Like all industrial sites, the buildings, the antenna masts, the generators, and the transmitting equipment of the stations should be grounded for personal safety against electrical shocks. On the masts and roofs, lightning rods should be used. For transmitter stations working on frequencies below 30 MHz a good grounding is required for good function and sometimes excessive grounding systems are used. In most cases, it is desirable to connect the rods to each other to form a simple Faraday cage. But in high altitude stations, the ground is usually rocky and finding an appropriate point for the grounding bus may be impossible. In such cases, very long grounding connectors may be used to find a good ground at lower altitudes.

==Operation==

Transmitters may be operated by government (civil or military) or private industry. Many stations are unattended and controlled by remote control equipment.
Where operating personnel are required, personnel work on shifts and transportation may also be a parameter of station design. In such cases, accommodation, catering and health problems also play a part in station management. Especially in high altitude stations, snowmobiles must be used during winter.

==Transmitting equipment==

Most AM radio transmitters are high-power equipment. Because of the relatively low frequency they use, they don't need to be located in high places. They may broadcast in LW (long wave), MW (medium wave) or SW (short wave). Since SW stations are assigned for very long distance communication (via reflections from atmospheric layers) they are usually employed for multi-language international services and there may be many SW transmitters in the same station.

TV and FM (frequency modulated) radio transmitter stations as well as transposer stations are almost always built on top of hills.
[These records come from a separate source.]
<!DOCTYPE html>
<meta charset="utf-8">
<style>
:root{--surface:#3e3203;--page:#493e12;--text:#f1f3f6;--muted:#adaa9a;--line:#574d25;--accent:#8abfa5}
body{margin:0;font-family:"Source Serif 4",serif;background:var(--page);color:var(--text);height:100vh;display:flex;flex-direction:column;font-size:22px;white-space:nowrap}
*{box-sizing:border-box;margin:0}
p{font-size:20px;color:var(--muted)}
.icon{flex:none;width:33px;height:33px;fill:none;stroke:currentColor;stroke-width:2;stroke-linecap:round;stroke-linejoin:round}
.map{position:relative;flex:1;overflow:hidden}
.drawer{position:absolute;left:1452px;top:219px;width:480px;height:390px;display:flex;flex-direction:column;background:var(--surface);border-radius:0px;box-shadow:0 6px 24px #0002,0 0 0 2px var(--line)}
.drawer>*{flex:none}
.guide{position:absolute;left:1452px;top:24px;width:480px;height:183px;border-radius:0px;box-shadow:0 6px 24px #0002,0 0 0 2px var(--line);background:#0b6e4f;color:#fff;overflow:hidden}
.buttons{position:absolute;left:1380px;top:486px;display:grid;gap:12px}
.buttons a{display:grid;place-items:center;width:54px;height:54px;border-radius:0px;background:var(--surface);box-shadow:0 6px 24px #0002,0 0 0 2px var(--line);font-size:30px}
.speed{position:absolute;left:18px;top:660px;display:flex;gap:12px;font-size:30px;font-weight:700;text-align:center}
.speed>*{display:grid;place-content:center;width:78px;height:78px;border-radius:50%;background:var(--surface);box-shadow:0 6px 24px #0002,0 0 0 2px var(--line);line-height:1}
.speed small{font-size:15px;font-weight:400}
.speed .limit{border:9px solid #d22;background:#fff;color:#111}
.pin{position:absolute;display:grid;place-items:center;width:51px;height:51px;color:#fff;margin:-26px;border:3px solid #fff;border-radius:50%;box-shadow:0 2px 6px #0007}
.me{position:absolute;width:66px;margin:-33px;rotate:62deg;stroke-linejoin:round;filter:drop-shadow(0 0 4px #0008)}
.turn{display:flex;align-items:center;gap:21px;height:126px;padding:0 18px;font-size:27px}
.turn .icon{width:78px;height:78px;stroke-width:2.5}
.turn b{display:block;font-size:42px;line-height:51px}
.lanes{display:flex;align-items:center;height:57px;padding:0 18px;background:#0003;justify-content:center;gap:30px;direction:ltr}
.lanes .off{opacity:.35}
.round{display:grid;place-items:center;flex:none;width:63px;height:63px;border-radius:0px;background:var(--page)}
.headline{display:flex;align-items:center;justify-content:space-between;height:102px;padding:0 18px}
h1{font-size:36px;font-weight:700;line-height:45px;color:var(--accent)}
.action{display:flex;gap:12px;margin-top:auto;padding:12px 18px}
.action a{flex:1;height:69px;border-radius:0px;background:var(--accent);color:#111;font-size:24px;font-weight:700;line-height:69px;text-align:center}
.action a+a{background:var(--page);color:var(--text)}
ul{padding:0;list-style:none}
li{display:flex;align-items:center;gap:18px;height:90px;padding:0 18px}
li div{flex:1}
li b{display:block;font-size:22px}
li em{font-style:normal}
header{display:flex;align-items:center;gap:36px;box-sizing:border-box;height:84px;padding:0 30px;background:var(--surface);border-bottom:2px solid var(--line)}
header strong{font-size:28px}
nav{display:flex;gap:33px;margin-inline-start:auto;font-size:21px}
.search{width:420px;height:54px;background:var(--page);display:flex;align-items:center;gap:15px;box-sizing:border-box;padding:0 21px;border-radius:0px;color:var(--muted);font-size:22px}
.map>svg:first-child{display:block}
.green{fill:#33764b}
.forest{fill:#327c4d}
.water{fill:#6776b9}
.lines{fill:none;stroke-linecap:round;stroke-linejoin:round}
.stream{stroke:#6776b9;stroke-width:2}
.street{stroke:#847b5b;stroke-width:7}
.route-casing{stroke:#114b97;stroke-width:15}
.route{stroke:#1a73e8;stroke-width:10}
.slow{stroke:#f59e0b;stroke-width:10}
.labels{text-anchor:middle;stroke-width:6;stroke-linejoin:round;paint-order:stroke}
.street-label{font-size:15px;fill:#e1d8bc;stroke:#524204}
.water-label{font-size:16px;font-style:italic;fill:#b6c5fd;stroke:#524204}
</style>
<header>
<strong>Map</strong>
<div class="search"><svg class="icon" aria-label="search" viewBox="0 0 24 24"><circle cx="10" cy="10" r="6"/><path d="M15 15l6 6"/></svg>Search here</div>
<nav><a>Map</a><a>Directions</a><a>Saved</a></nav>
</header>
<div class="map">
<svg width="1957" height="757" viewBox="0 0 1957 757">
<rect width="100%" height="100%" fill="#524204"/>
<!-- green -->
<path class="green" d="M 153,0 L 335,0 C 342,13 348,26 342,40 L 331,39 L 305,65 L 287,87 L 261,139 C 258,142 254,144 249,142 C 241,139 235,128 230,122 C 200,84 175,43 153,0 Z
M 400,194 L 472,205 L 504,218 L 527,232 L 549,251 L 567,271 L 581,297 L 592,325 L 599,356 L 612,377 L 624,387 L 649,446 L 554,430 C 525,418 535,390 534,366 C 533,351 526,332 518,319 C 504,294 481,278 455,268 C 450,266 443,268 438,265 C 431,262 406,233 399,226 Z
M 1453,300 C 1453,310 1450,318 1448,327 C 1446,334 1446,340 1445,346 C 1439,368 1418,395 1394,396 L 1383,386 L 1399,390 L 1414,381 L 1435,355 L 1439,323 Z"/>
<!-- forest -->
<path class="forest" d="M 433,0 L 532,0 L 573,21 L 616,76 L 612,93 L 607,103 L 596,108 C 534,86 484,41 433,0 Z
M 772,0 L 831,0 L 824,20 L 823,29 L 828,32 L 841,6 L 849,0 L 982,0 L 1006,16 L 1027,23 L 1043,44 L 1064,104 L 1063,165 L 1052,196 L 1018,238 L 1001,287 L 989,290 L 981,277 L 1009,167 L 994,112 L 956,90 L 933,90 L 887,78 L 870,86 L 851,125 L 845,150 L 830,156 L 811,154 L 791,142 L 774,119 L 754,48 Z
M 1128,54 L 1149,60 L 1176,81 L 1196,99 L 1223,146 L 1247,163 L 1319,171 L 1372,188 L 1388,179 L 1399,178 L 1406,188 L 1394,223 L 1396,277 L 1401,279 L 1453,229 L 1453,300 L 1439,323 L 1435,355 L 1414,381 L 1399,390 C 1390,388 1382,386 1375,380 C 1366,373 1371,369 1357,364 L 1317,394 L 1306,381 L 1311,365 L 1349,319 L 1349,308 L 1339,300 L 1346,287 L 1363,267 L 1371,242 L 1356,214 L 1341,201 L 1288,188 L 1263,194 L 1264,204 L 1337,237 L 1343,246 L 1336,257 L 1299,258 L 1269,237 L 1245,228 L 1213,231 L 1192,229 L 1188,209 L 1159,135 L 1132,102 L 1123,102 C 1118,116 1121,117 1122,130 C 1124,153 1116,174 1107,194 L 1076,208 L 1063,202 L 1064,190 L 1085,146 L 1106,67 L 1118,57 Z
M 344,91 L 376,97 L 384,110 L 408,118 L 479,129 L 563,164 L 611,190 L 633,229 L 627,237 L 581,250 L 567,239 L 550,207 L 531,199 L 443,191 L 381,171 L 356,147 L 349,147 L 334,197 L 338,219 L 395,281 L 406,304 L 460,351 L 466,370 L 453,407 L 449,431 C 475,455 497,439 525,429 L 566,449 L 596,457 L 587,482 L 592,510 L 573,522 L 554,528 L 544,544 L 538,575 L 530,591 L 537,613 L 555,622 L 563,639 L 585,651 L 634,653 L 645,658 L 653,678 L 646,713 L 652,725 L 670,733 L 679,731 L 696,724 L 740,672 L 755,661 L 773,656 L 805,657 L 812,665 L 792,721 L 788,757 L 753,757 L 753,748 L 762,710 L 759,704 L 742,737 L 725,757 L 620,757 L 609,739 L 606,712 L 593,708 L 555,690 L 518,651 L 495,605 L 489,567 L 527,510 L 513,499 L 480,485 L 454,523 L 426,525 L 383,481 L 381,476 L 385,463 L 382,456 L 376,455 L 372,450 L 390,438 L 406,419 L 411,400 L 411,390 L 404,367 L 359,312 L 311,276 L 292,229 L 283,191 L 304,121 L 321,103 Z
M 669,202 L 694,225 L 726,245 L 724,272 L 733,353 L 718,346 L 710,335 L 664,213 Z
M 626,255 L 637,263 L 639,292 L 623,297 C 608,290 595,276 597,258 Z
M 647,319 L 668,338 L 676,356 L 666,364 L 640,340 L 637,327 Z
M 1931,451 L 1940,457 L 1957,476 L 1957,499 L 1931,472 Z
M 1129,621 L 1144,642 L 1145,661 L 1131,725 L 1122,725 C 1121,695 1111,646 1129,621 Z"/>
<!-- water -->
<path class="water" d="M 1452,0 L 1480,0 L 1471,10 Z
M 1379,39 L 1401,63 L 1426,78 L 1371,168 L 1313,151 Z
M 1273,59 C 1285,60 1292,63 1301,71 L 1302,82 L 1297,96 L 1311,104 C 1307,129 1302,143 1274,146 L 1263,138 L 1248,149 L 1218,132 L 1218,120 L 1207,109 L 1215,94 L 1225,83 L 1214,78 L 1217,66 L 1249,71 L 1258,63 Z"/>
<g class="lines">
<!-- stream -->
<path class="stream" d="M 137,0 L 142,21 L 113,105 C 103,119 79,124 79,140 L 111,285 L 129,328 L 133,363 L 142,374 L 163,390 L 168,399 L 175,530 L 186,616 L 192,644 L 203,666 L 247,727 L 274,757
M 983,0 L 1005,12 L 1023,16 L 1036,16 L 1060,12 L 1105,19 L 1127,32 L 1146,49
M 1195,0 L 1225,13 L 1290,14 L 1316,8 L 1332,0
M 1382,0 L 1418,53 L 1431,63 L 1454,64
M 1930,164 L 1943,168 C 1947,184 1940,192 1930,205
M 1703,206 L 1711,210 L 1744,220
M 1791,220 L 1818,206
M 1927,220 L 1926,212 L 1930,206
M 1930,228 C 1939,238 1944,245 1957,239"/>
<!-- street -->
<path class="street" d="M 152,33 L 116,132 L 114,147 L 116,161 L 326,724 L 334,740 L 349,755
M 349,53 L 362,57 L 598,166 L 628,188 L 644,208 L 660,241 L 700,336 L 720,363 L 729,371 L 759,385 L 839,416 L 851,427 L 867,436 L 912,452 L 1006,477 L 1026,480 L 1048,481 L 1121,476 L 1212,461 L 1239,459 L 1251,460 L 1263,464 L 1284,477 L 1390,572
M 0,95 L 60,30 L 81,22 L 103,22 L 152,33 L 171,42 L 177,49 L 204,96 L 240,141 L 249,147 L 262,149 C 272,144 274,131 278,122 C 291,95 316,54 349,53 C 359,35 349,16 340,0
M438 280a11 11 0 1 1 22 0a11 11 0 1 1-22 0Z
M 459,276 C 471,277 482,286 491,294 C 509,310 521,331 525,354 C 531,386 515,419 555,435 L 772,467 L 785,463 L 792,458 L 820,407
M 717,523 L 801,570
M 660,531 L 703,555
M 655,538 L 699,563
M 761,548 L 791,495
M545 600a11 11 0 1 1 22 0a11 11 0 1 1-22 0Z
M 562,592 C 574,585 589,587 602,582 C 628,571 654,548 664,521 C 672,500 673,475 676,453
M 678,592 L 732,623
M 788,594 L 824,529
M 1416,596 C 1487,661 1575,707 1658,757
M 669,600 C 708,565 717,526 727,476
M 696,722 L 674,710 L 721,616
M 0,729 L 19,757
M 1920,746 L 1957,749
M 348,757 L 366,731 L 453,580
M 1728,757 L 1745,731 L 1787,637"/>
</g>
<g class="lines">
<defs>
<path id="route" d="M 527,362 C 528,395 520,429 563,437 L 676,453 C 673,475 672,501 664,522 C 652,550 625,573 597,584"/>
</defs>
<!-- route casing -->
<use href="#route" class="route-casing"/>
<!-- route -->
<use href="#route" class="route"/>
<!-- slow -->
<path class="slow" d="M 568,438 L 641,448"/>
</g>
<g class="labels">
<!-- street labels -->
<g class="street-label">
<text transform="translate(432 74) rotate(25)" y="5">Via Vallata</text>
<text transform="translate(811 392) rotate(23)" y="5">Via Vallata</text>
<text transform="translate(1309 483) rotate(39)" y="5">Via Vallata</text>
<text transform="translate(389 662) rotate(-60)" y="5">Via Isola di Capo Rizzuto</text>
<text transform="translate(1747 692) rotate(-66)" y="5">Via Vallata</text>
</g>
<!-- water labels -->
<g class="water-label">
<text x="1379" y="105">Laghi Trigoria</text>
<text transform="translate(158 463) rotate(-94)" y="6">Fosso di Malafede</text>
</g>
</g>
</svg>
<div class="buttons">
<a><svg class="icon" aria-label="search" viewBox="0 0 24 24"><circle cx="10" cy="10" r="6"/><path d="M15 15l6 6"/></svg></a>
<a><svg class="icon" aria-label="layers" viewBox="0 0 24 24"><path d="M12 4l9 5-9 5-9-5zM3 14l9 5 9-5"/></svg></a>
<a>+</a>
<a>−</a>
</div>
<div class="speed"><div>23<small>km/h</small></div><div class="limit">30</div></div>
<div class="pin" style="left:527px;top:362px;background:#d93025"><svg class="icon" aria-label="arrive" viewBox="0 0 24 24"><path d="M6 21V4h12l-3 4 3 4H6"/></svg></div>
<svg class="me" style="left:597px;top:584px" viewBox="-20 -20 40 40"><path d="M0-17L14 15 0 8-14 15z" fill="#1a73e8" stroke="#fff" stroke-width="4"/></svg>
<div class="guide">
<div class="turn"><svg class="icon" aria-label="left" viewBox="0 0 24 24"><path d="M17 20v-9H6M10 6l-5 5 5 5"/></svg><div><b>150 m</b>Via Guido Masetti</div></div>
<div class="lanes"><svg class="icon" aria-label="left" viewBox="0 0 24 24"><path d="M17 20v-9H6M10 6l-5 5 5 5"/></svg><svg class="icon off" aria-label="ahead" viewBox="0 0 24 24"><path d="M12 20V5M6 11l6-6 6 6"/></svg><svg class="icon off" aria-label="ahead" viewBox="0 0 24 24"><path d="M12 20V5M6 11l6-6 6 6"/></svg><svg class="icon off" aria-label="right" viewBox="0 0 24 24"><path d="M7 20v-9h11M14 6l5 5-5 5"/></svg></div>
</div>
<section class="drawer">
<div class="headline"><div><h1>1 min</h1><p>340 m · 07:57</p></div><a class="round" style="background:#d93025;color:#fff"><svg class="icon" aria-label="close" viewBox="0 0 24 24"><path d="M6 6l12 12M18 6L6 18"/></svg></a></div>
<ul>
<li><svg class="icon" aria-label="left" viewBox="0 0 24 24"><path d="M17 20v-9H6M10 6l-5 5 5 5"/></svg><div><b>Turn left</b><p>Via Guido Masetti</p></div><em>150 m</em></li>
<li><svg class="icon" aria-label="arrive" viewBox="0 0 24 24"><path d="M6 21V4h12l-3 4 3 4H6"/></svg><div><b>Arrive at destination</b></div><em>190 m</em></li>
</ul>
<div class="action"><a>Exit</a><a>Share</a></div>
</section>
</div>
A single station may have many transmitters both for TV and FM. In rare cases, each transmitter has an antenna system. But in stations where many transmitters are used, this is not always possible, so the outputs of transmitters transmitting in the same frequency band are combined by a diplexer and applied to a single antenna system. (i.e. VHF 1, VHF 2, VHF 3, UHF). If two or more antenna systems have to be used, higher frequency antennas are mounted higher on the antenna mast. (The sequence of antenna systems on a typical TV-FM station may be from bottom to top; VHF-2, VHF-3 and UHF.)
Microwave stations are also high altitude stations. Although high altitude is desirable also in GSM, the operators may use low power intracity stations for areas of high population density.